Prompt →
Each line of the records is to be returned verbatim, with the images omitted.

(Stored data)
────

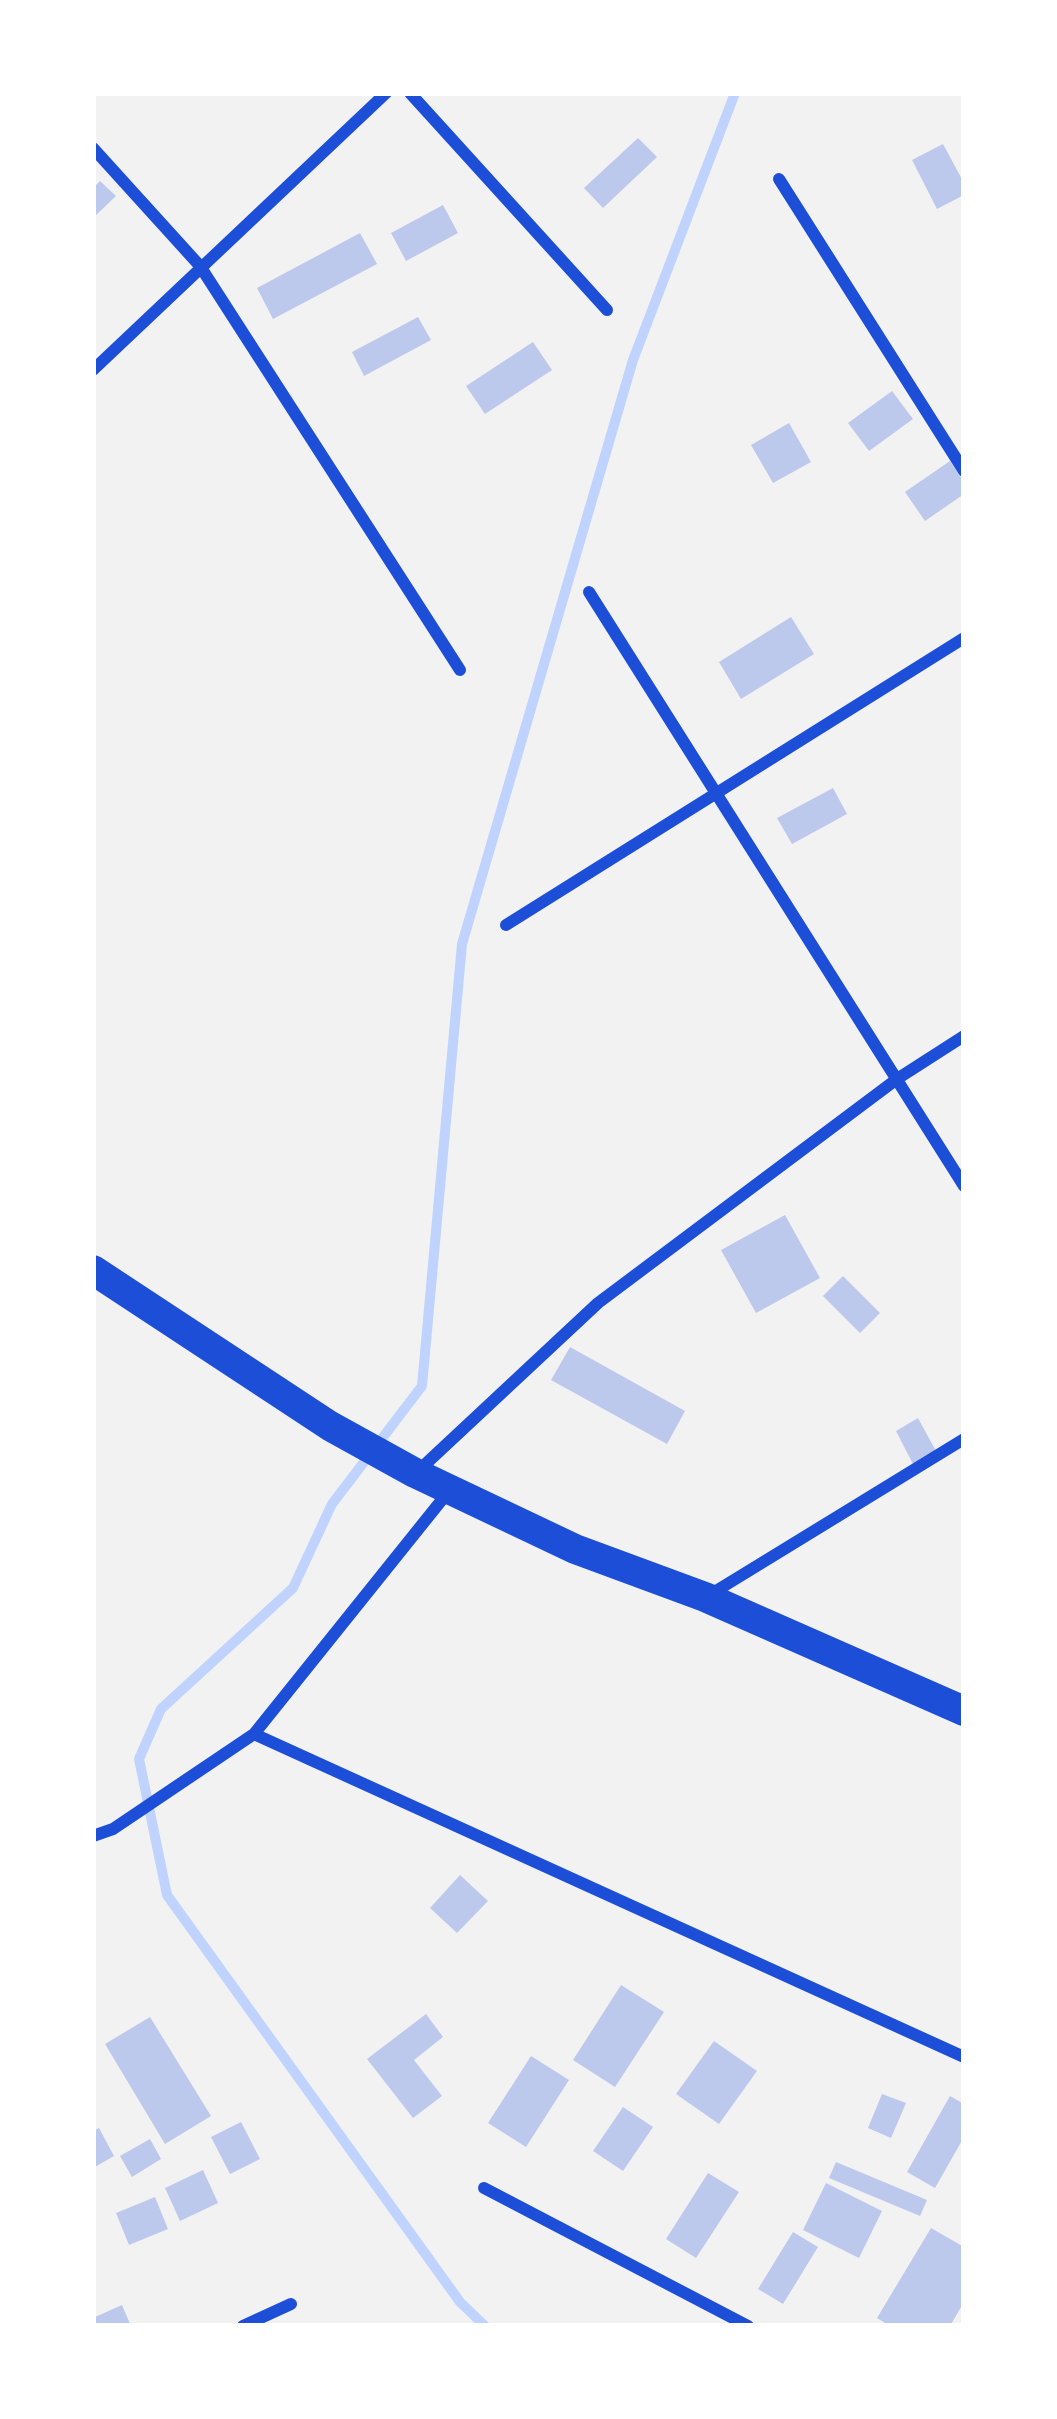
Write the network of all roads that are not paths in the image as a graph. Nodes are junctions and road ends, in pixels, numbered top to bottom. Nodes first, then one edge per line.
1 (386, 93) edge
2 (410, 93) edge
3 (93, 148) edge
4 (778, 179) dead end
5 (200, 266) junction
6 (607, 310) dead end
7 (93, 370) edge
8 (964, 471) edge
9 (589, 592) dead end
10 (964, 638) edge
11 (460, 670) dead end
12 (716, 794) junction
13 (506, 925) dead end
14 (964, 1036) edge
15 (896, 1079) junction
16 (964, 1186) edge
17 (93, 1270) edge
18 (964, 1439) edge
19 (415, 1474) junction
20 (452, 1488) junction
21 (705, 1598) junction
22 (964, 1711) edge
23 (254, 1734) junction
24 (93, 1836) edge
25 (964, 2056) edge
26 (484, 2188) dead end
27 (291, 2304) dead end
28 (243, 2326) edge
29 (748, 2326) edge

1 - 5 street
2 - 6 street
3 - 5 street
4 - 8 street
5 - 7 street
5 - 11 street
9 - 12 street
10 - 12 street
12 - 13 street
12 - 15 street
14 - 15 street
15 - 16 street
15 - 19 street
17 - 19 main road
18 - 21 street
19 - 20 main road
20 - 21 main road
20 - 23 street
21 - 22 main road
23 - 24 street
23 - 25 street
26 - 29 street
27 - 28 street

────

Answer →
Write the network of all roads that are not paths in the image as a graph. Nodes are junctions and road ends, in pixels, numbered top to bottom. Nodes first, then one edge per line.
1 (386, 93) edge
2 (410, 93) edge
3 (93, 148) edge
4 (778, 179) dead end
5 (200, 266) junction
6 (607, 310) dead end
7 (93, 370) edge
8 (964, 471) edge
9 (589, 592) dead end
10 (964, 638) edge
11 (460, 670) dead end
12 (716, 794) junction
13 (506, 925) dead end
14 (964, 1036) edge
15 (896, 1079) junction
16 (964, 1186) edge
17 (93, 1270) edge
18 (964, 1439) edge
19 (415, 1474) junction
20 (452, 1488) junction
21 (705, 1598) junction
22 (964, 1711) edge
23 (254, 1734) junction
24 (93, 1836) edge
25 (964, 2056) edge
26 (484, 2188) dead end
27 (291, 2304) dead end
28 (243, 2326) edge
29 (748, 2326) edge

1 - 5 street
2 - 6 street
3 - 5 street
4 - 8 street
5 - 7 street
5 - 11 street
9 - 12 street
10 - 12 street
12 - 13 street
12 - 15 street
14 - 15 street
15 - 16 street
15 - 19 street
17 - 19 main road
18 - 21 street
19 - 20 main road
20 - 21 main road
20 - 23 street
21 - 22 main road
23 - 24 street
23 - 25 street
26 - 29 street
27 - 28 street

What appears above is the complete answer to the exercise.